> ACTION ITEM: Using the records below, find how many lines hold the word "Libala" and reply with only that number.

───── DATA FOR ANALYSIS ─────

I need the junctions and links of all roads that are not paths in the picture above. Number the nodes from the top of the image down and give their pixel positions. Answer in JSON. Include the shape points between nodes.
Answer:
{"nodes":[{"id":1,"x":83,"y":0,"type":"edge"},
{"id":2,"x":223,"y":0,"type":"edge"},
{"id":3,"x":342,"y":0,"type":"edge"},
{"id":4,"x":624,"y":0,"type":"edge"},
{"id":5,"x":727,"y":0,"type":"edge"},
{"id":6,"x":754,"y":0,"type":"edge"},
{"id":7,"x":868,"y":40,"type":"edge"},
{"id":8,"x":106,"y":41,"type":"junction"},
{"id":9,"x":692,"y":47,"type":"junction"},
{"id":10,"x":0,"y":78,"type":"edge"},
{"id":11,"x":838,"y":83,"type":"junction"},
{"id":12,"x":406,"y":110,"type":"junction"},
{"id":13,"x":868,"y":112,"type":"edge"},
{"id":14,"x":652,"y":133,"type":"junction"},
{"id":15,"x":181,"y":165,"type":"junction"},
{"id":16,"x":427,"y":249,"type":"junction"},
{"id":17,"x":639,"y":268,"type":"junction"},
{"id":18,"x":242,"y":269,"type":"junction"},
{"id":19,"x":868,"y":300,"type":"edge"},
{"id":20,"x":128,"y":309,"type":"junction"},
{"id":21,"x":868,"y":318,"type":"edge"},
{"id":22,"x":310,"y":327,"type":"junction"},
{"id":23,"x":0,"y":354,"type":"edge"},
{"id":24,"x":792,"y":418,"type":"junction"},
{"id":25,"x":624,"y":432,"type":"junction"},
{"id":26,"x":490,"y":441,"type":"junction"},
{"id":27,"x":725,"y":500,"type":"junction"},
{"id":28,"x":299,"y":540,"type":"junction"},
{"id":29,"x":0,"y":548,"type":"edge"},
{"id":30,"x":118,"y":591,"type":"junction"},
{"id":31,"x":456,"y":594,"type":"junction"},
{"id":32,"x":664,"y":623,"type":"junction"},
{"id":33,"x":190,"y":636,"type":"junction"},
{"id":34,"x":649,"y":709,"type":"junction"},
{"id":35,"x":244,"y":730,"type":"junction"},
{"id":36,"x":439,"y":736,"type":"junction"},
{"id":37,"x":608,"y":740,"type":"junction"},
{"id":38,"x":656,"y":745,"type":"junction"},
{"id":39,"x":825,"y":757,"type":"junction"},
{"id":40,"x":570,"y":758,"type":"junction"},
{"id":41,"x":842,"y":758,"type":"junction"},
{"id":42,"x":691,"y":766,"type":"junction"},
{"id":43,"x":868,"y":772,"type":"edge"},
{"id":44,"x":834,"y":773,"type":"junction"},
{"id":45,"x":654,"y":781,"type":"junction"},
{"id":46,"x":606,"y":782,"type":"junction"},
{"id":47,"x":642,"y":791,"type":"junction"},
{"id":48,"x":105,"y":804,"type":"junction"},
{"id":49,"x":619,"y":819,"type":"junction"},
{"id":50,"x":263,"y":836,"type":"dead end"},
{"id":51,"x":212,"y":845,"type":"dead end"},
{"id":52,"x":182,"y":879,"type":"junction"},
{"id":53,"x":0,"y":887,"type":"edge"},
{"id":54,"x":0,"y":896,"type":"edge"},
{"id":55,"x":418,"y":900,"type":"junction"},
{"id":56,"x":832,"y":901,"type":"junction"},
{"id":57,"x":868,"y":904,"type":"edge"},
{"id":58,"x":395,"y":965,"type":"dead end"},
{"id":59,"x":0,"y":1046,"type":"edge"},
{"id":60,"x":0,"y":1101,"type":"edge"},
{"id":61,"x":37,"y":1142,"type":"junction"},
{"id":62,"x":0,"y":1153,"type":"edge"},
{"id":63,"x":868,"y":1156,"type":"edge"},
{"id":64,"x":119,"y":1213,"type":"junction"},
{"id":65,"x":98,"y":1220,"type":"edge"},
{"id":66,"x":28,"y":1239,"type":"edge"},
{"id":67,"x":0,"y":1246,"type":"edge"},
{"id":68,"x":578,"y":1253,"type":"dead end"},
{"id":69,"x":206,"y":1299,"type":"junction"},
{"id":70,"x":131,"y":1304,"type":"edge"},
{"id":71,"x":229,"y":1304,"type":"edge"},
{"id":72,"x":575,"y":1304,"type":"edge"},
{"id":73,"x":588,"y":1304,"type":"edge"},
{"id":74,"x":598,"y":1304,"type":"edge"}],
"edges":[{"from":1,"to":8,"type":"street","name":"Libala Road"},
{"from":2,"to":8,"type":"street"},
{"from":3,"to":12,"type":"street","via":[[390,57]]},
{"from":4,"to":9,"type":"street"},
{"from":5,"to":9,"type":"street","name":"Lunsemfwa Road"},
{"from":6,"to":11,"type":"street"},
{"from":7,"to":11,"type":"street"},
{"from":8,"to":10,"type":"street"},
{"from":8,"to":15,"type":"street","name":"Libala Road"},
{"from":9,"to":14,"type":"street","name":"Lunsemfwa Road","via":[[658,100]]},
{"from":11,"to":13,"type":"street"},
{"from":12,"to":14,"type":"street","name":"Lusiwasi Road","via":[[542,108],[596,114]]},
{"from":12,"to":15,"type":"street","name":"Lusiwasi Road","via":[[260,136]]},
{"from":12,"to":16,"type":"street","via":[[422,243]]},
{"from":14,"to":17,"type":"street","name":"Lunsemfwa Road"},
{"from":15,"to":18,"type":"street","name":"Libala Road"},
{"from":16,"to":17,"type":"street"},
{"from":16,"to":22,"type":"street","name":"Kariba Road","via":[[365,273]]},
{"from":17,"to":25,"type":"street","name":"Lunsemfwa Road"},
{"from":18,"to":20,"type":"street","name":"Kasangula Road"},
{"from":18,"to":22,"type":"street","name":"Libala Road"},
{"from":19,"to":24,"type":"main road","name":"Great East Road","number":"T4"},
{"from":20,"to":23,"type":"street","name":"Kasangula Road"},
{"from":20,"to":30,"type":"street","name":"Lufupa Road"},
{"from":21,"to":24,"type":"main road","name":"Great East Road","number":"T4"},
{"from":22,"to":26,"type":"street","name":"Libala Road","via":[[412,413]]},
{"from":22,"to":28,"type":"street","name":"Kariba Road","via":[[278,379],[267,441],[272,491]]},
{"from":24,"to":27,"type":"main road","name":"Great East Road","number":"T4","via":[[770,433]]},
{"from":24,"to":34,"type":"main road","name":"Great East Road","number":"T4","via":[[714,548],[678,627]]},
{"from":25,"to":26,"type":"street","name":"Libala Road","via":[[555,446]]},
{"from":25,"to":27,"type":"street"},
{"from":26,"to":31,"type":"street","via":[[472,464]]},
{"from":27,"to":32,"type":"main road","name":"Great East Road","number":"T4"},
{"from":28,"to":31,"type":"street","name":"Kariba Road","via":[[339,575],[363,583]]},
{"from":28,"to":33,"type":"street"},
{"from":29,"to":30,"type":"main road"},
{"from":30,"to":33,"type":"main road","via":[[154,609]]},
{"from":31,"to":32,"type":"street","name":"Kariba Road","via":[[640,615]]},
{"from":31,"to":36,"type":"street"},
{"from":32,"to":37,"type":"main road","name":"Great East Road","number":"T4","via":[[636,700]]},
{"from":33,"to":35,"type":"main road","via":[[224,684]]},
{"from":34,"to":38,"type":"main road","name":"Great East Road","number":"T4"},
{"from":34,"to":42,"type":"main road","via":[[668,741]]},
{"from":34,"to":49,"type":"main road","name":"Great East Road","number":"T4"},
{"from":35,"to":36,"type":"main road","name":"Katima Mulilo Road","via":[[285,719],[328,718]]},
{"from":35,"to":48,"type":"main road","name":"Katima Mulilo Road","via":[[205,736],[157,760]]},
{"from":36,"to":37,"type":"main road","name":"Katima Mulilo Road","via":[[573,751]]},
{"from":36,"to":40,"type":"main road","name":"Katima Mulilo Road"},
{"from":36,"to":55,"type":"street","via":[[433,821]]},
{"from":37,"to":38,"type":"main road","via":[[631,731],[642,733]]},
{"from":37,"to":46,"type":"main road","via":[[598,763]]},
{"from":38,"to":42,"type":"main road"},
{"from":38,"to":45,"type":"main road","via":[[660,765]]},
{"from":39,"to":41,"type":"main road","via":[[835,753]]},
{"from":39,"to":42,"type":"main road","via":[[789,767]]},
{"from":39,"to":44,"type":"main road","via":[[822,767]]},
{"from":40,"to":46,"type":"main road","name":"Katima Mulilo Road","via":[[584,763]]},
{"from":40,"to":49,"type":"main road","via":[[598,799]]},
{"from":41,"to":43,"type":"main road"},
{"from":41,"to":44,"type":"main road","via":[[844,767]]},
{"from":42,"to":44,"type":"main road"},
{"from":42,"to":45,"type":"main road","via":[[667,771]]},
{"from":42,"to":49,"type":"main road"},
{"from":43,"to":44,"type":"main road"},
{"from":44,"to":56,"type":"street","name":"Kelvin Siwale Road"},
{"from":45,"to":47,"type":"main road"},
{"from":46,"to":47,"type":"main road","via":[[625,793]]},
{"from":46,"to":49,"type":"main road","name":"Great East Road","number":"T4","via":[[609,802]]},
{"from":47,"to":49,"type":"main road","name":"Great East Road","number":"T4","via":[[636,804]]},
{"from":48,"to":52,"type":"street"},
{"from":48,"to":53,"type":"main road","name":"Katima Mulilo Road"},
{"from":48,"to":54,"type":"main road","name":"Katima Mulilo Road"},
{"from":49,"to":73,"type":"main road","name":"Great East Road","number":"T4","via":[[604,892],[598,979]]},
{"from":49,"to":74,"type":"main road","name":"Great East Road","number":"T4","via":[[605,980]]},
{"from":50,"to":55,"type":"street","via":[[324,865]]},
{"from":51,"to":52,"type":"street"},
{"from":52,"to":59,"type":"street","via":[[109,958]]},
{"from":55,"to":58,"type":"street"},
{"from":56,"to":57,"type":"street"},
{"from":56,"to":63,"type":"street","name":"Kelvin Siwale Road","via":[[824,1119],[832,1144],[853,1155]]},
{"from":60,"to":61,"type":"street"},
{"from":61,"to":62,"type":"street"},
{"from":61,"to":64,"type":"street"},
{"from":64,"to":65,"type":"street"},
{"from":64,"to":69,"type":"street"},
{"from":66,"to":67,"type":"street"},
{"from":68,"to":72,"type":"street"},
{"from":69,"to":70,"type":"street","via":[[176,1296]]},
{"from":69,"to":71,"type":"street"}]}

─────

> EXERCISE RESULT: 6